Trevor Cahill is still over a year away from becoming eligible for arbitration for the first time, but if the Athletics' past signings are any indication, the team has already started thinking about offering him an extension. More than any other club over the last decade, the A's have exhibited a willingness to lock up their young pitchers very early in their careers, which means an agreement between the A's and Cahill could be on the horizon.
Tim Hudson, Barry Zito, Rich Harden, and, most recently, Brett Anderson all inked their extensions with Oakland prior to racking up two years of service time. In each instance, the structure of the contract was similar: with the exception of Anderson, who has a club option for his first year of free agency, the A's never bought out more than the pitchers' arbitration seasons. While there was some risk involved for the team, locking up pitchers so early in their careers, the moves were designed to avoid paying exorbitant raises through arbitration down the road.
It's possible that, given injuries to Harden and Anderson after they signed their extensions, the A's will be more inclined to go year to year with their current crop of young starters. If the club is still willing to assume the risk inherent in long-term extensions though, players like Dallas Braden, Gio Gonzalez, and especially Cahill could benefit.
After throwing six more shutout innings today, Cahill ranks third in the American League in ERA, his 2.72 mark bested only by Clay Buchholz and Felix Hernandez. Cahill, 22, has improved his peripherals across the board this year, including a walk rate of 2.7 BB/9 and just 0.8 HR/9. There are a couple of red flags for the former second-round draft pick; he doesn't strike out many hitters (5.1 K/9) and his ERA is two runs lower at home than on the road. Still, he has been the undisputed ace of the staff this season, and the A's would be doing well to lock him up at an affordable price.
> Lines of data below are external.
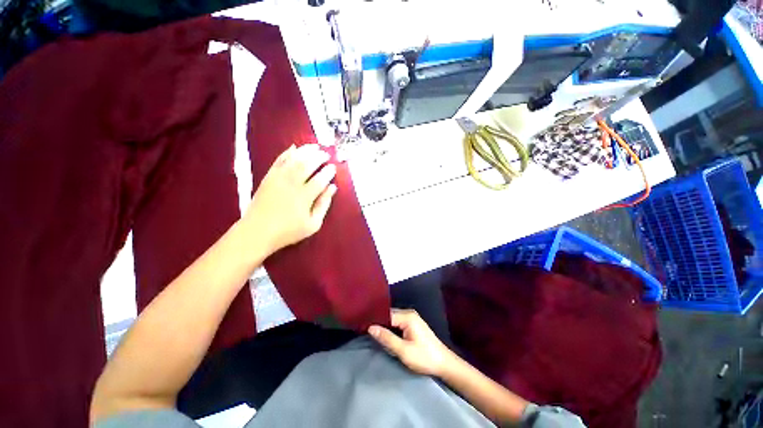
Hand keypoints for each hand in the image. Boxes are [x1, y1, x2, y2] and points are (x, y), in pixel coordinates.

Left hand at [244, 144, 336, 253]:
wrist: (257, 232)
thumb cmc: (288, 231)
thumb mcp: (313, 224)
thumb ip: (324, 205)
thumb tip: (332, 188)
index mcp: (305, 196)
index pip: (320, 179)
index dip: (328, 172)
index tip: (333, 167)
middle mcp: (292, 184)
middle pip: (308, 165)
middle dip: (318, 157)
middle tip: (326, 154)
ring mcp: (278, 179)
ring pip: (294, 159)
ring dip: (305, 151)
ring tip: (314, 146)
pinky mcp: (268, 177)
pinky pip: (278, 161)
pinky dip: (287, 153)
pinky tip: (294, 148)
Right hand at [368, 309, 455, 376]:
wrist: (444, 364)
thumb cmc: (424, 357)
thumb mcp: (404, 351)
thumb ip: (387, 338)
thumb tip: (370, 327)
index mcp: (407, 316)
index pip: (386, 314)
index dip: (375, 320)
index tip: (363, 326)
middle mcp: (409, 313)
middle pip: (389, 315)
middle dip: (379, 323)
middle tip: (366, 332)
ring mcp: (412, 318)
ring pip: (393, 320)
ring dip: (385, 327)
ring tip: (372, 333)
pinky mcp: (413, 325)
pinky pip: (398, 323)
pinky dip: (391, 329)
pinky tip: (385, 335)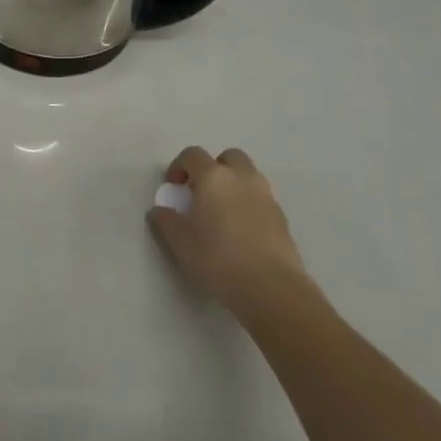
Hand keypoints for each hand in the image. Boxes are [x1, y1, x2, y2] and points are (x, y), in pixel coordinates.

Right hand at [147, 145, 315, 313]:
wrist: (270, 286)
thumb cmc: (218, 259)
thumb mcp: (180, 242)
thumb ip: (166, 221)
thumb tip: (159, 210)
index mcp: (213, 177)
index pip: (192, 155)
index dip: (179, 166)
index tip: (173, 187)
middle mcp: (241, 177)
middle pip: (228, 157)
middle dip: (213, 168)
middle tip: (202, 193)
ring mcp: (265, 195)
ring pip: (248, 175)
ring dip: (233, 184)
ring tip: (222, 212)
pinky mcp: (281, 215)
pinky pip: (260, 197)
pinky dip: (248, 203)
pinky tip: (241, 230)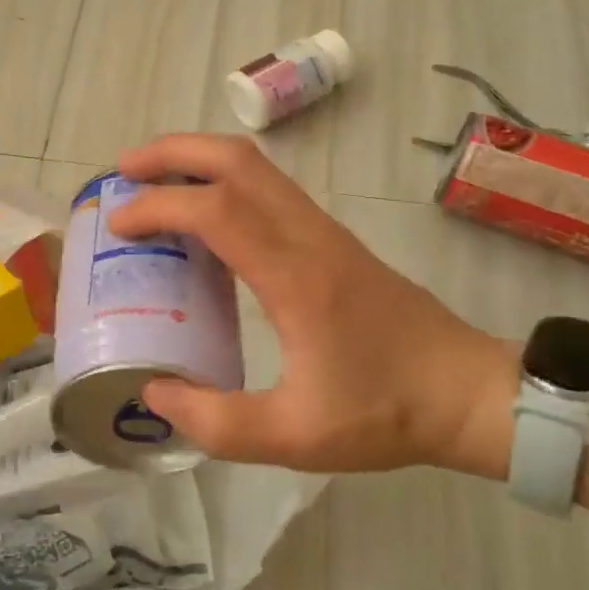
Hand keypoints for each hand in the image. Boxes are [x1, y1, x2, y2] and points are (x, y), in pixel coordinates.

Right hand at [108, 135, 510, 472]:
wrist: (470, 393)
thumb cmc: (387, 411)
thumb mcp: (296, 437)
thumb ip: (217, 423)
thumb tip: (155, 393)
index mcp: (295, 276)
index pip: (216, 210)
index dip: (158, 206)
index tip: (118, 224)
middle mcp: (308, 236)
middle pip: (236, 159)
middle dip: (172, 152)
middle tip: (125, 171)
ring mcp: (323, 230)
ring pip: (255, 165)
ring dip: (198, 159)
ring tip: (153, 183)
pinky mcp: (331, 238)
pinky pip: (268, 188)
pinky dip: (223, 182)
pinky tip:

When considering what sort of contract offer would be appropriate for Cahill, the A's and the pitcher's agent will likely have different ideas for comparisons. Oakland could point to Fausto Carmona, who signed a long-term extension following a 2007 campaign (3.06 ERA) that earned him Cy Young votes. Carmona's deal guarantees him $15MM for his final four years of team control, and includes affordable club options for each of his first three free agent years.
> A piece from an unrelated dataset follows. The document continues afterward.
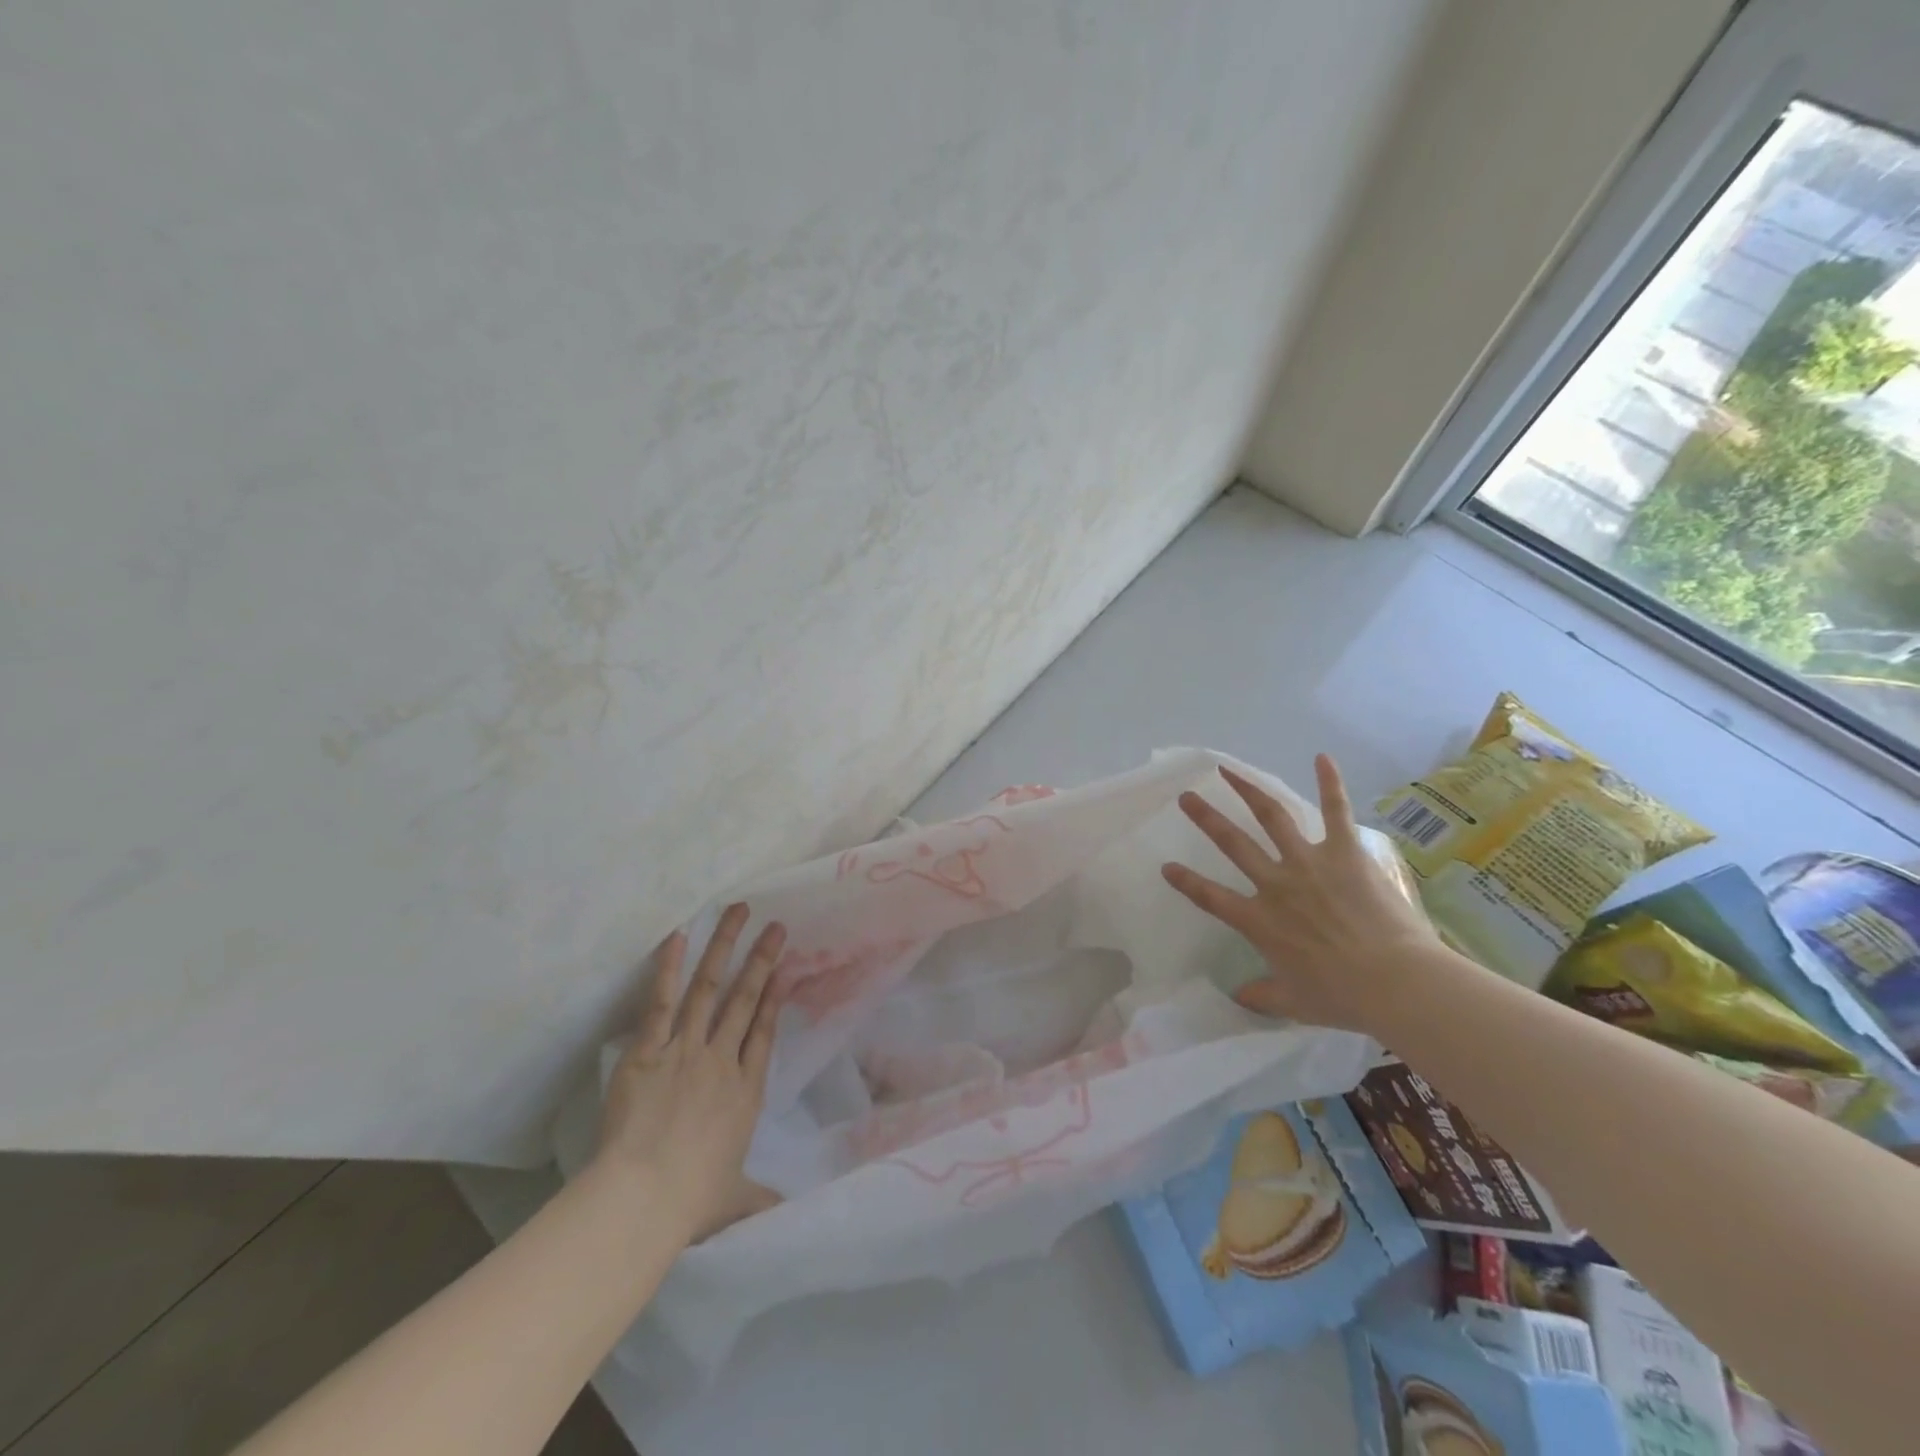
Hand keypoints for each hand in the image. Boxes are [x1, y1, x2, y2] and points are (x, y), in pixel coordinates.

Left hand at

Cahill and his agent would probably prefer to align the right-hander with Ricky Romero, Yovani Gallardo, and Jon Lester, who signed extensions worth about $30MM over five years – four of team control and one of free agency. Cahill isn't as dominant as those pitchers, relying, like Carmona, more on groundballs than strikeouts, but his age and his comparable peripheral numbers work in his favor.
Given Oakland's preference to lock up its young pitchers for their arbitration years, it wouldn't be a surprise to see the two sides reach an agreement this winter. A deal worth a little less than $20MM for Cahill's final four years of team control could make sense for both the team and the 22-year-old.